Her breathing became jagged. “Maybe you should confirm with me what you mean by real? So I’m clear?”
He’d much rather show her, but he could use his words like a grown-up.
“Well, if we have a real marriage, I guess we’d have a real wedding night. That means I’d take you to bed and make you come so many times the only thing you’d remember would be my name.” That about summed up what a real marriage was to him at the present moment.
“This is what Bax and Linx want for us?”
“Bax and Linx have no idea what they want. They just needed something to do.”
“What were…uh…their ideas to make this real marriage happen?” She hit him with a haymaker when she caught his gaze in the mirror.
He spoke to the image of her, because it was easier than turning her to him and speaking directly to the woman he was pretty sure he didn’t want to pretend with anymore.
Holding her gaze steady, he said, “To sing to you, cook for you, and then go down on you.”
Her eyes widened only the slightest of millimeters. Then a wicked grin traced along her mouth. “So far their plan sounds reasonable.”
Did she just? She did just…
“I don’t understand you.” He didn’t. “But I want to.”
“Okay, let’s say this is a real wedding night,” she said, still staring at him through the image in the mirror. “What would come next?”
“Well, I sure as hell would give up on your button situation,” he said. Instead of ripping her buttons free, or fighting with them, he started undoing the buttons down the front of his shirt. Testing the waters to see if she’d stop him. “So I could start undressing myself.”
She didn’t stop him.
Didn’t ask him to stop.
“Knox,” she said his name like a request. He wasn’t sure what request she was making, however.
“Would you like me to continue undoing my shirt?” he asked. “If this were real?”
She nodded, her throat clearly thick. “Yes.”
“I like you, Irina.” He continued with the buttons since these were a helluva lot easier to undo than the ones on her dress. “Real or not.”
They stared at each other in the mirror for a long beat, until something changed in her expression. A warmth shone through like a candle that had been lit long enough to really melt the wax and not just burn the wick.
“If this were real then I’d start touching you,” she said.
“Then maybe you should do that?” His words were rough against his vocal cords.

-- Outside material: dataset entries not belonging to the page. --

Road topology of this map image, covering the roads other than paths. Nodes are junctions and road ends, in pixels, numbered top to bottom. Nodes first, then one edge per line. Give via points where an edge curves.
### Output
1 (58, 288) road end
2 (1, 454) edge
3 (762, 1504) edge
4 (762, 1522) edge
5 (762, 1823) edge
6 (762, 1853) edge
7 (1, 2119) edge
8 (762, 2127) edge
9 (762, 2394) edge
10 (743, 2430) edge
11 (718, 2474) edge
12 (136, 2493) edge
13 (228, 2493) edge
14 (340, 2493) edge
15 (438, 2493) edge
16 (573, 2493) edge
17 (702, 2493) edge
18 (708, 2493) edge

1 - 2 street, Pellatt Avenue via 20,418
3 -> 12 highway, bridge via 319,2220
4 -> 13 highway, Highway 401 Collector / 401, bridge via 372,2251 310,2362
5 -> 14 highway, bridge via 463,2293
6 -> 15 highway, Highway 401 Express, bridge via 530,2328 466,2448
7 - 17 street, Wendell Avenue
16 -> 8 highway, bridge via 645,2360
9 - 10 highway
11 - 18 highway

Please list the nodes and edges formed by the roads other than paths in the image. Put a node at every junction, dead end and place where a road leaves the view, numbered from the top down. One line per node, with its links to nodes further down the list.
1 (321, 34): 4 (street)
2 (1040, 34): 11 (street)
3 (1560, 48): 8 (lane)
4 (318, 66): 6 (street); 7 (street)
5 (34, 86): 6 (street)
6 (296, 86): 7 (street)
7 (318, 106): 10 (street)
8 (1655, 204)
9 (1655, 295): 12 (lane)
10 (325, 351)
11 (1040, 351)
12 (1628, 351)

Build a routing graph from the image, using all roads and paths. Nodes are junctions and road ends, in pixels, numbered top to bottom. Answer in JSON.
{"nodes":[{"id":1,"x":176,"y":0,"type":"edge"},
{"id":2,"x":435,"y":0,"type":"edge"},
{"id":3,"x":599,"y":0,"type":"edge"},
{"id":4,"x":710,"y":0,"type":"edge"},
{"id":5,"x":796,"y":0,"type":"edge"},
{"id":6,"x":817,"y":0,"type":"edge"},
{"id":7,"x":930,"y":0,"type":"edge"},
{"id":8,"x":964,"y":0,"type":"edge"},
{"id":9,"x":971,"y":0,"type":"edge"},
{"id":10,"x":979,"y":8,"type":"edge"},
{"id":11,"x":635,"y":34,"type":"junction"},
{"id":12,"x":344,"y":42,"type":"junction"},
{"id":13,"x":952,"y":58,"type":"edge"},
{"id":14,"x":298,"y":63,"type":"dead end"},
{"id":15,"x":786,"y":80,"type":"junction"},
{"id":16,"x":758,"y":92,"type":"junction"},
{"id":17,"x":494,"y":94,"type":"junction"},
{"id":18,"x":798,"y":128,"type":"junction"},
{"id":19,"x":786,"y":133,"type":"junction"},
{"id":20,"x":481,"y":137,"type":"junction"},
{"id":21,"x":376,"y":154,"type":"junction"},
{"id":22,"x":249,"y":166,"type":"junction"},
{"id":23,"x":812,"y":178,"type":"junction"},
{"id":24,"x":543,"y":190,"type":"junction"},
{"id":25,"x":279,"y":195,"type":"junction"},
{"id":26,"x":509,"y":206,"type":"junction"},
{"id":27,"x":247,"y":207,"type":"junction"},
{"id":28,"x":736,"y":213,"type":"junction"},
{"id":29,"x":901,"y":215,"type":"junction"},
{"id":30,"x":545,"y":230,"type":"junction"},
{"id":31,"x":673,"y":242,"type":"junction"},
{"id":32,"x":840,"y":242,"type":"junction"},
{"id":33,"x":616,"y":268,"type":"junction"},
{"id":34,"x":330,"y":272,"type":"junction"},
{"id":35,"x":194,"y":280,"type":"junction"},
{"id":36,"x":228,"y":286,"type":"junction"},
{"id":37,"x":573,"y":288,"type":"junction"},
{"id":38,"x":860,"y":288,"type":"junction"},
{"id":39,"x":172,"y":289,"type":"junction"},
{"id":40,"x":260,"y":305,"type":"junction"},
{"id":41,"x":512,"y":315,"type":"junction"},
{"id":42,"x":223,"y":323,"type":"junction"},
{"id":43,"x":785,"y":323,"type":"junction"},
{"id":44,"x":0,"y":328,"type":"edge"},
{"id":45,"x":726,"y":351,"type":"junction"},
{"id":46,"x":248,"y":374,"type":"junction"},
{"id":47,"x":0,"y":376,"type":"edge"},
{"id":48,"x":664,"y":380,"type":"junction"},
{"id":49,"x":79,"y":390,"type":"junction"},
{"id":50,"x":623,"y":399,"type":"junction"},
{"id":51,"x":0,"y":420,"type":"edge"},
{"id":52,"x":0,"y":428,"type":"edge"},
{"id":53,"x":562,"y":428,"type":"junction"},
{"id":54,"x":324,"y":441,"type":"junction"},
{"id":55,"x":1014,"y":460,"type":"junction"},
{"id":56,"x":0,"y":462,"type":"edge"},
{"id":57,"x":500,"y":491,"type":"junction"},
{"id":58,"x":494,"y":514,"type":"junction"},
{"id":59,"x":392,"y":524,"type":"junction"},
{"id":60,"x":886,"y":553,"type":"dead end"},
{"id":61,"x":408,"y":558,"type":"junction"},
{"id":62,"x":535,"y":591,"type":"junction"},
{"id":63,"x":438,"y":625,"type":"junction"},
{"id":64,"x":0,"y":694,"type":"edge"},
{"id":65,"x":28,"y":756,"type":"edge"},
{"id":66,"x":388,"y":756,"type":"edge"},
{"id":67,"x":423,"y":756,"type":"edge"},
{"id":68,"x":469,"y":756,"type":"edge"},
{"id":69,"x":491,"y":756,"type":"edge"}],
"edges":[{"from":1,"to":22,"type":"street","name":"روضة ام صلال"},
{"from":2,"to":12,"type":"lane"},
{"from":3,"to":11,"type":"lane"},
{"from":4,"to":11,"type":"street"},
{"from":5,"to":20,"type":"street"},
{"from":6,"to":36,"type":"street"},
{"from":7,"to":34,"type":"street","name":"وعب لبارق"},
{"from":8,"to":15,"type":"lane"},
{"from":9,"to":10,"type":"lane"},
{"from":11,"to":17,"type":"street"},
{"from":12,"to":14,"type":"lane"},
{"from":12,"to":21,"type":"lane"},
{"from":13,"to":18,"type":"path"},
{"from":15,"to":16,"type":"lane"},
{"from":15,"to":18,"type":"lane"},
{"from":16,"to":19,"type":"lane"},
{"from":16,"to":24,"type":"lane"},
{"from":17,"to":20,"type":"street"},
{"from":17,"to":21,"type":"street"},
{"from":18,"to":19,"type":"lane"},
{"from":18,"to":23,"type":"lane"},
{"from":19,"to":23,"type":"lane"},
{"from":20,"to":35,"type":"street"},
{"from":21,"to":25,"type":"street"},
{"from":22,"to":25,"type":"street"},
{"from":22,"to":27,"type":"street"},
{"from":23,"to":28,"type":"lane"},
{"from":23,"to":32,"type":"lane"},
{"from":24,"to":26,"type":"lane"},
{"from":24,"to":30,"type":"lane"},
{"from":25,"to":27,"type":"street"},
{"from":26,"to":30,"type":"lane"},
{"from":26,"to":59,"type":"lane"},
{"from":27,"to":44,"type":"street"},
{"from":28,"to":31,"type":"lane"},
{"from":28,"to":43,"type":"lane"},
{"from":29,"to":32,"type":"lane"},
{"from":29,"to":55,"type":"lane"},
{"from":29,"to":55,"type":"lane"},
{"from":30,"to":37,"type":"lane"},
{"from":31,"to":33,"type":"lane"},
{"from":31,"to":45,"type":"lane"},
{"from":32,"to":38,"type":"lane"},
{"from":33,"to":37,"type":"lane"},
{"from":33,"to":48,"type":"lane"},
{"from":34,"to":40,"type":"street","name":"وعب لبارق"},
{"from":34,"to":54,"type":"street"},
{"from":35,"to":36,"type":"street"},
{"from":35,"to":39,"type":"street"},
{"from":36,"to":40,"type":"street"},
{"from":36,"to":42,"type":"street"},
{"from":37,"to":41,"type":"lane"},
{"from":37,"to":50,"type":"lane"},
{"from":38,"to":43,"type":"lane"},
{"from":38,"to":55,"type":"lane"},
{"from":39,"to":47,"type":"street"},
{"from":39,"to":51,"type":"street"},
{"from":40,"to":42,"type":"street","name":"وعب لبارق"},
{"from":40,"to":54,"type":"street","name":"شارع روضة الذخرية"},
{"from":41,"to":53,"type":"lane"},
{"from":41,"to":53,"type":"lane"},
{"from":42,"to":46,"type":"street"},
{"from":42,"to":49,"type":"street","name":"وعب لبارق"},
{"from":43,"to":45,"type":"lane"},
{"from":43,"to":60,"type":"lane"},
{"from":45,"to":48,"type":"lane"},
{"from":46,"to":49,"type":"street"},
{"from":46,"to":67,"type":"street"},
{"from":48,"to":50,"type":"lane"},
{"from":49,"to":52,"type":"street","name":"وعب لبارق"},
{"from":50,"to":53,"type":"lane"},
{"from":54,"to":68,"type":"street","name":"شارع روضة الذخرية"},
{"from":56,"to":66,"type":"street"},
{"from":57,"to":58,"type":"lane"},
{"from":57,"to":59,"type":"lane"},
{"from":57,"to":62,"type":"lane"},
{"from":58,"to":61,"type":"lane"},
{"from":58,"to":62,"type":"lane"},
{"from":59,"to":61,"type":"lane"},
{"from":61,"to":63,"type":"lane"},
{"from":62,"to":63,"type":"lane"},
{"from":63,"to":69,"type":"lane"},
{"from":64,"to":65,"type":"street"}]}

She pulled her bottom lip between her teeth, nodded, and turned to him, moving her hands to his lapel and then brushing his fingers aside to finish the buttons herself.
“I like you, too,” she whispered, her hands moving to the belt at his waistband, unlocking it.
Now that was an invitation if he’d ever had one.
“Then what are we doing here?” he asked, his body already getting ideas as to what it wanted to do with her, even as his hands moved to her jaw, brushed along her cheekbone, and dove into her hair.
“Well, if this was a real wedding night, it sounds like you’d sing me a song and then go down on me.” She said this like it was a joke, but the little wobble to her voice told him there was more to it. This wasn’t funny, and it wasn’t a joke. “You already did the cooking part.”
She reached for the collar of his open shirt, pulling him closer so his mouth was right near hers. This wasn’t for a show, this was just for them. “Or maybe you’d prefer I go down on you instead?”
He had a hard time forming a thought, what with all the blood rushing to a particular appendage at the thought of her mouth there.
“I’d have to ask you a question, and it’s a serious one,” he managed to say.